| DATASET |
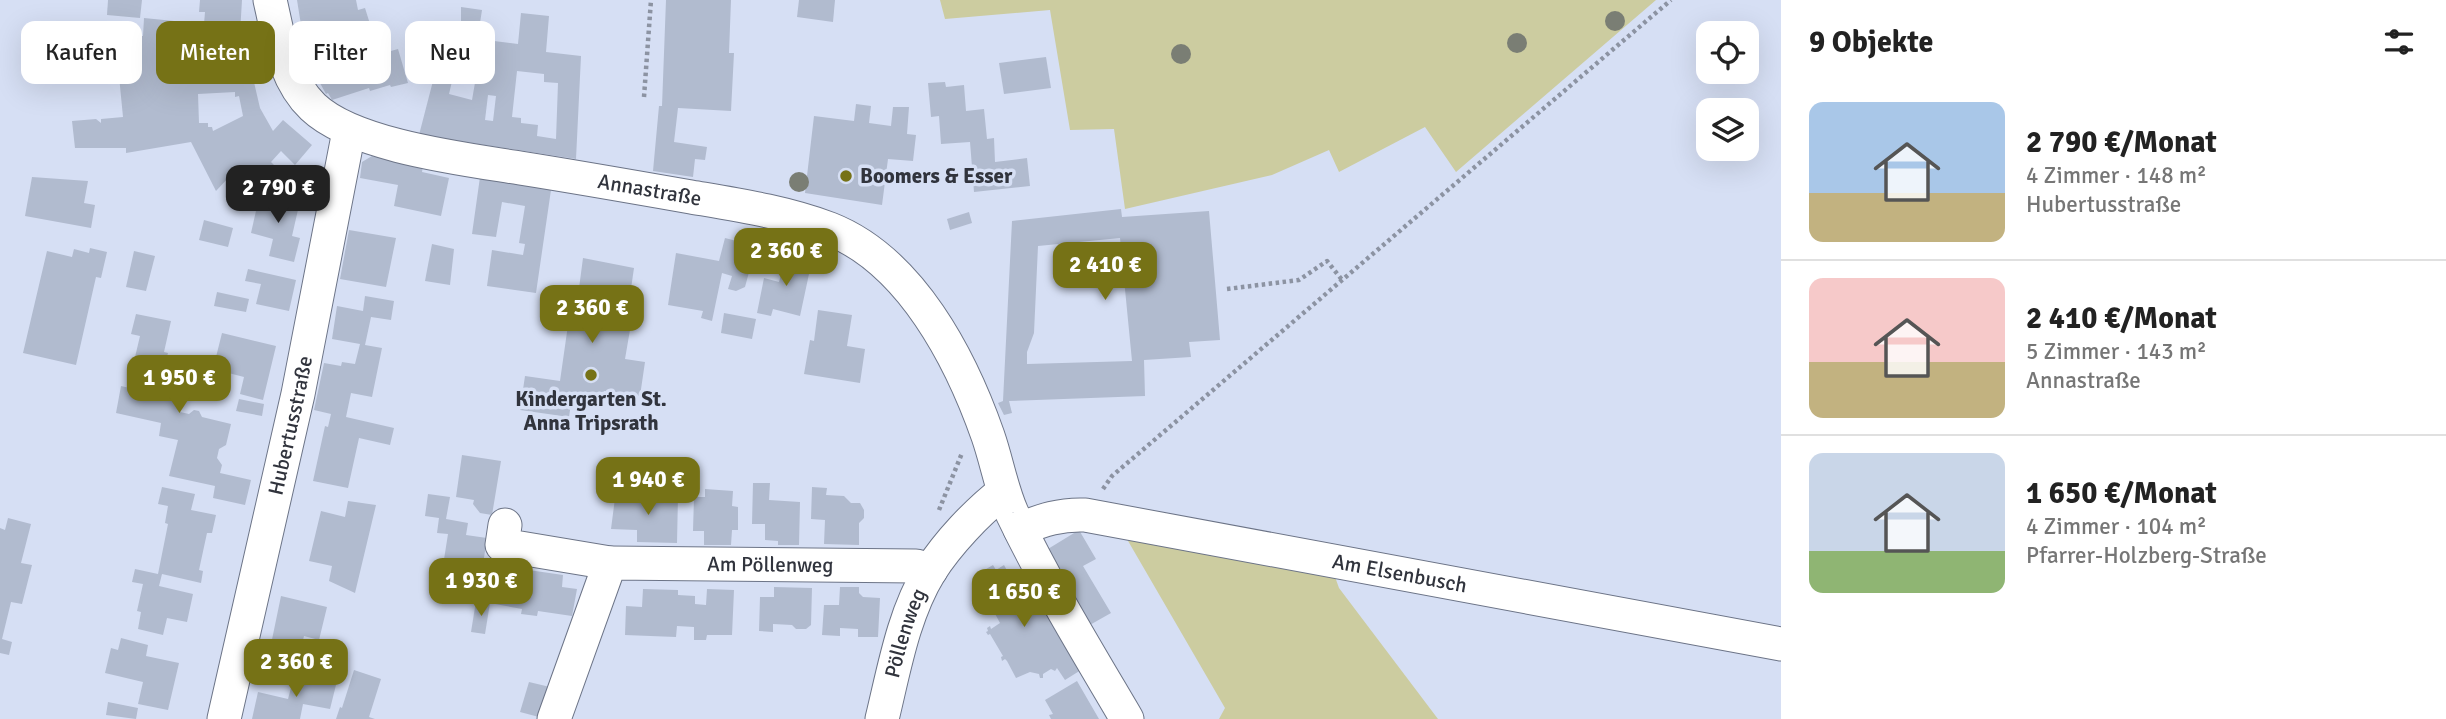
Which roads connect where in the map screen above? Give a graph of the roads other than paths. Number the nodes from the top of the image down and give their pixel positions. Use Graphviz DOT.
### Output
graph roads {
  1 [pos="270,0"];
  2 [pos="349,131"];
  3 [pos="1003,492"];
  4 [pos="505,525"];
  5 [pos="1020,529"];
  6 [pos="610,563"];
  7 [pos="931,570"];
  8 [pos="1781,644"];
  9 [pos="224,719"];
  10 [pos="554,719"];
  11 [pos="882,719"];
  12 [pos="1127,719"];
  1 -- 2 [label="street, Annastraße"];
  2 -- 3 [label="street, Annastraße"];
  2 -- 9 [label="street, Hubertusstraße"];
  3 -- 5 [label="street, Annastraße"];
  3 -- 7 [label="street, Pöllenweg"];
  4 -- 6 [label="street, Am Pöllenweg"];
  5 -- 8 [label="street, Am Elsenbusch"];
  5 -- 12 [label="street, Annastraße"];
  6 -- 7 [label="street, Am Pöllenweg"];
  6 -- 10 [label="street"];
  7 -- 11 [label="street, Pöllenweg"];
}
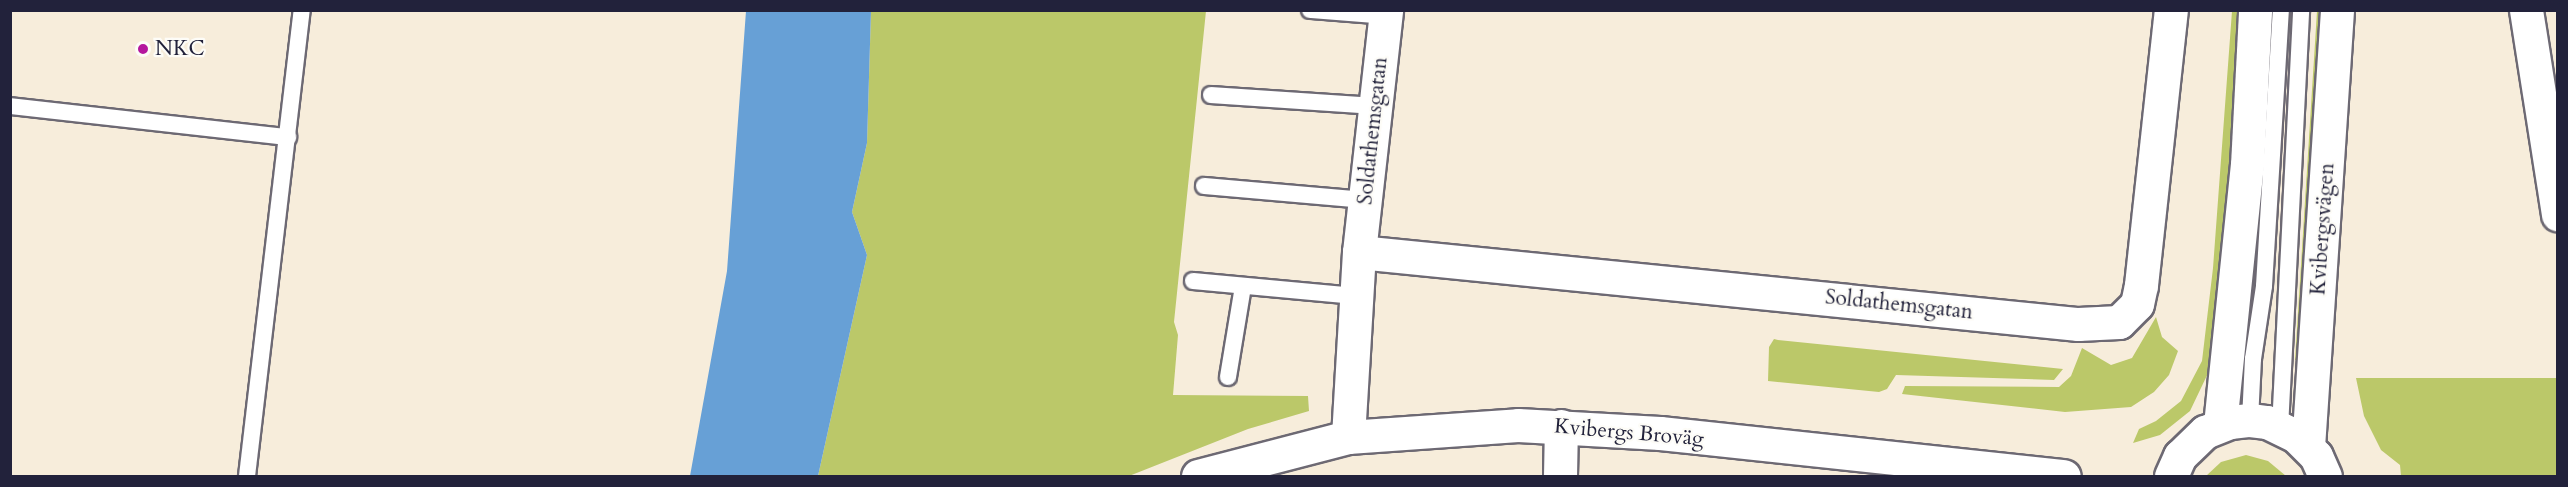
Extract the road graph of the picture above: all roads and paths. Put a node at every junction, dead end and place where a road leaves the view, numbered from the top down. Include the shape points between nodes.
1 (302, 10) edge
2 (1310, 10) edge
3 (2171, 10) edge
4 (2255, 10) edge
5 (2282, 10) edge
6 (2301, 10) edge
7 (2337, 10) edge
8 (2526, 10) edge
9 (1386, 13) edge
10 (1211, 95) dead end
11 (10, 106) edge
12 (1375, 106) junction
13 (288, 137) junction
14 (1204, 186) dead end
15 (1365, 200) junction
16 (2558, 215) edge
17 (1359, 252) junction
18 (1193, 281) dead end
19 (1243, 286) junction
20 (1355, 296) junction
21 (1228, 377) dead end
22 (2250, 424) junction
23 (1561, 426) junction
24 (1348, 437) junction
25 (2308, 447) junction
26 (247, 477) edge
27 (1198, 477) edge
28 (1560, 477) edge
29 (2064, 477) edge
30 (2171, 477) edge
31 (2325, 477) edge

1 - 13 lane
2 - 9 lane
3 - 17 street, Soldathemsgatan via 2141,285 2137,304 2119,322 2078,324
4 - 22 street via 2247,165
5 - 22 lane via 2264,286 2253,359
6 - 22 lane
7 - 25 street, Kvibergsvägen
8 - 16 street
9 - 12 street, Soldathemsgatan
10 - 12 lane
11 - 13 lane
12 - 15 street, Soldathemsgatan
13 - 26 lane
14 - 15 lane
15 - 17 street, Soldathemsgatan
17 - 20 street, Soldathemsgatan
18 - 19 lane
19 - 20 lane
19 - 21 lane
20 - 24 street, Soldathemsgatan
22 - 25 street
22 - 30 street via 2191,443
23 - 24 street, Kvibergs Broväg via 1462,427
23 - 28 street
23 - 29 street, Kvibergs Broväg
24 - 27 street, Kvibergs Broväg
25 - 31 street

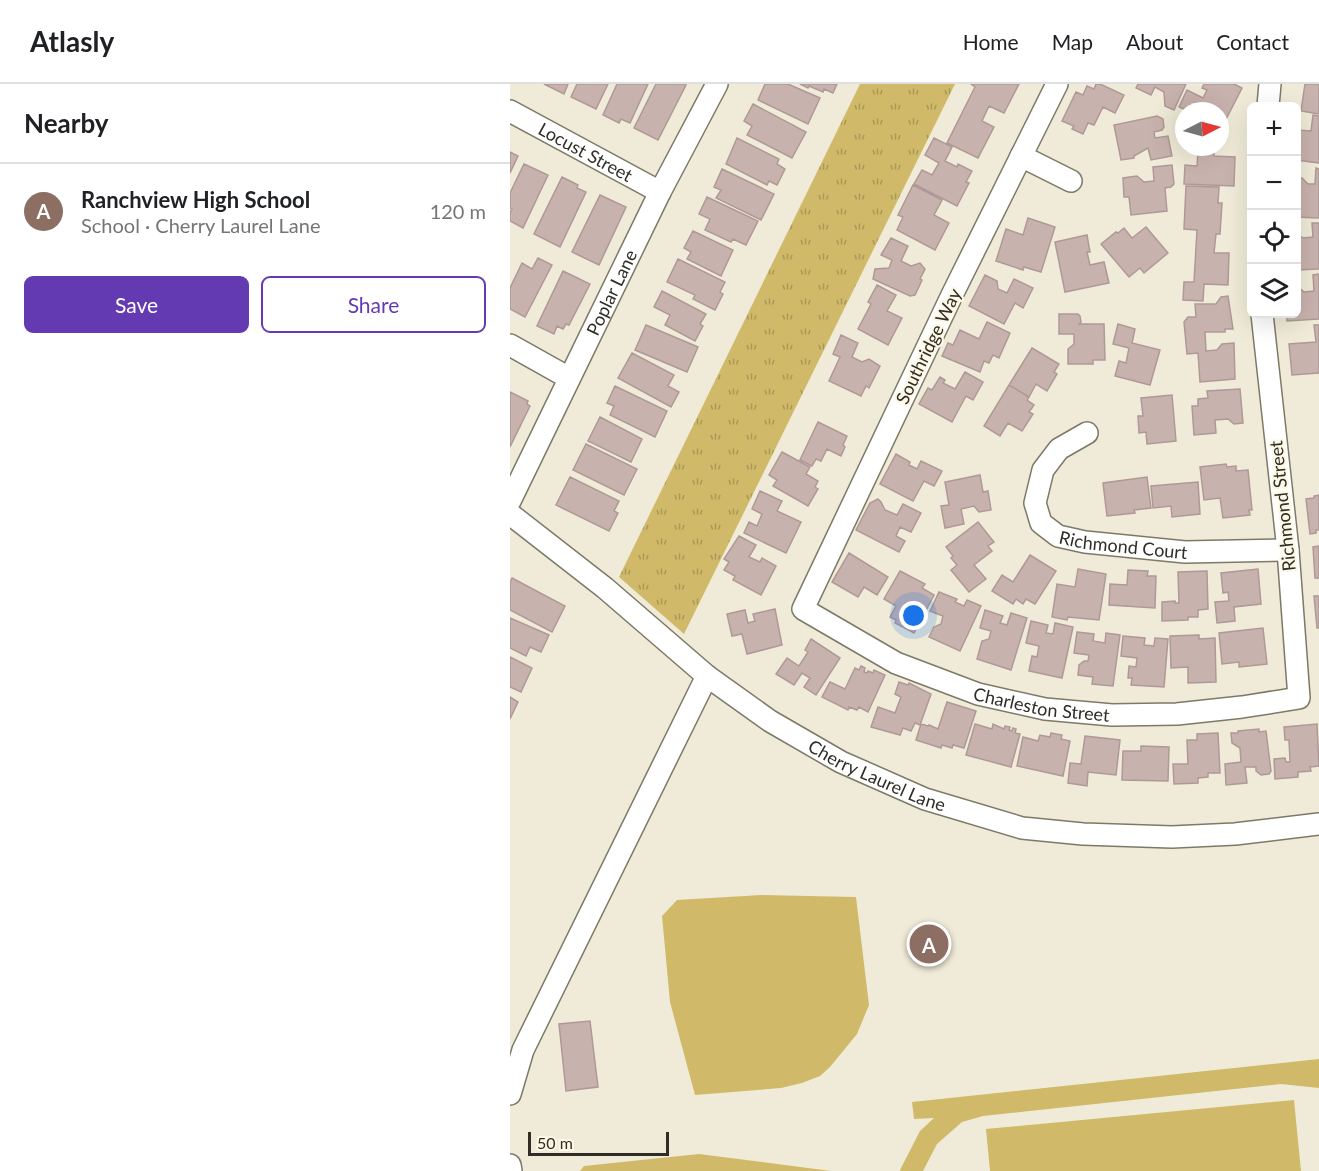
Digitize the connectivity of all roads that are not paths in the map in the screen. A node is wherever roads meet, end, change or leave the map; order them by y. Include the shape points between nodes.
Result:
1 (717, 84) edge
2 (1057, 84) edge
3 (1270, 84) edge
4 (1268, 102) edge
5 (510, 111) edge
6 (1021, 156) junction
7 (1071, 181) dead end
8 (660, 192) junction
9 (1262, 318) edge
10 (510, 345) edge
11 (569, 378) junction
12 (1087, 433) dead end
13 (510, 501) edge
14 (510, 514) edge
15 (1288, 550) junction
16 (803, 609) joint
17 (707, 676) junction
18 (1299, 698) joint
19 (1319, 824) edge
20 (510, 1094) edge
21 (510, 1165) edge
22 (511, 1171) edge

1 - 8 street, Poplar Lane
2 - 6 street, Southridge Way
3 - 4 street
5 - 8 street, Locust Street
6 - 7 street
6 - 16 street, Southridge Way
8 - 11 street, Poplar Lane
9 - 15 street, Richmond Street
10 - 11 street
11 - 13 street, Poplar Lane
12 - 15 street, Richmond Court via 1059,449 1043,470 1035,503 1041,523 1058,536 1185,552
14 - 17 street, Cherry Laurel Lane via 605,588
15 - 18 street, Richmond Street
16 - 18 street, Charleston Street via 896,663 978,694 1045,709 1112,715 1177,714
17 - 19 street, Cherry Laurel Lane via 770,721 841,762 925,799 1022,828 1172,837
17 - 20 street via 523,1050
21 - 22 street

| ASSIGNED TASK |
Only the pictures are to be left out; repeat everything else in the records above exactly.

| TASK SOLUTION |
Which roads connect where in the map screen above? Give a graph of the roads other than paths. Number the nodes from the top of the image down and give their pixel positions. Use Graphviz DOT.
### Output
graph roads {
  1 [pos="270,0"];
  2 [pos="349,131"];
  3 [pos="1003,492"];
  4 [pos="505,525"];
  5 [pos="1020,529"];
  6 [pos="610,563"];
  7 [pos="931,570"];
  8 [pos="1781,644"];
  9 [pos="224,719"];
  10 [pos="554,719"];
  11 [pos="882,719"];
  12 [pos="1127,719"];
  1 -- 2 [label="street, Annastraße"];
  2 -- 3 [label="street, Annastraße"];
  2 -- 9 [label="street, Hubertusstraße"];
  3 -- 5 [label="street, Annastraße"];
  3 -- 7 [label="street, Pöllenweg"];
  4 -- 6 [label="street, Am Pöllenweg"];
  5 -- 8 [label="street, Am Elsenbusch"];
  5 -- 12 [label="street, Annastraße"];
  6 -- 7 [label="street, Am Pöllenweg"];
  6 -- 10 [label="street"];
  7 -- 11 [label="street, Pöllenweg"];
}
Extract the road graph of the picture above: all roads and paths. Put a node at every junction, dead end and place where a road leaves the view, numbered from the top down. Include the shape points between nodes.
1 (302, 10) edge
2 (1310, 10) edge
3 (2171, 10) edge
4 (2255, 10) edge
5 (2282, 10) edge
6 (2301, 10) edge
7 (2337, 10) edge
8 (2526, 10) edge
9 (1386, 13) edge
10 (1211, 95) dead end
11 (10, 106) edge
12 (1375, 106) junction
13 (288, 137) junction
14 (1204, 186) dead end
15 (1365, 200) junction
16 (2558, 215) edge
17 (1359, 252) junction
18 (1193, 281) dead end
19 (1243, 286) junction
20 (1355, 296) junction
21 (1228, 377) dead end
22 (2250, 424) junction
23 (1561, 426) junction
24 (1348, 437) junction
25 (2308, 447) junction
26 (247, 477) edge
27 (1198, 477) edge
28 (1560, 477) edge
29 (2064, 477) edge
30 (2171, 477) edge
31 (2325, 477) edge

1 - 13 lane
2 - 9 lane
3 - 17 street, Soldathemsgatan via 2141,285 2137,304 2119,322 2078,324
4 - 22 street via 2247,165
5 - 22 lane via 2264,286 2253,359
6 - 22 lane
7 - 25 street, Kvibergsvägen
8 - 16 street
9 - 12 street, Soldathemsgatan
10 - 12 lane
11 - 13 lane
12 - 15 street, Soldathemsgatan
13 - 26 lane
14 - 15 lane
15 - 17 street, Soldathemsgatan
17 - 20 street, Soldathemsgatan
18 - 19 lane
19 - 20 lane
19 - 21 lane
20 - 24 street, Soldathemsgatan
22 - 25 street
22 - 30 street via 2191,443
23 - 24 street, Kvibergs Broväg via 1462,427
23 - 28 street
23 - 29 street, Kvibergs Broväg
24 - 27 street, Kvibergs Broväg
25 - 31 street

Digitize the connectivity of all roads that are not paths in the map in the screen. A node is wherever roads meet, end, change or leave the map; order them by y. Include the shape points between nodes.
Result:
1 (717, 84) edge
2 (1057, 84) edge
3 (1270, 84) edge
4 (1268, 102) edge
5 (510, 111) edge
6 (1021, 156) junction
7 (1071, 181) dead end
8 (660, 192) junction
9 (1262, 318) edge
10 (510, 345) edge
11 (569, 378) junction
12 (1087, 433) dead end
13 (510, 501) edge
14 (510, 514) edge
15 (1288, 550) junction
16 (803, 609) joint
17 (707, 676) junction
18 (1299, 698) joint
19 (1319, 824) edge
20 (510, 1094) edge
21 (510, 1165) edge
22 (511, 1171) edge

1 - 8 street, Poplar Lane
2 - 6 street, Southridge Way
3 - 4 street
5 - 8 street, Locust Street
6 - 7 street
6 - 16 street, Southridge Way
8 - 11 street, Poplar Lane
9 - 15 street, Richmond Street
10 - 11 street
11 - 13 street, Poplar Lane
12 - 15 street, Richmond Court via 1059,449 1043,470 1035,503 1041,523 1058,536 1185,552
14 - 17 street, Cherry Laurel Lane via 605,588
15 - 18 street, Richmond Street
16 - 18 street, Charleston Street via 896,663 978,694 1045,709 1112,715 1177,714
17 - 19 street, Cherry Laurel Lane via 770,721 841,762 925,799 1022,828 1172,837
17 - 20 street via 523,1050
21 - 22 street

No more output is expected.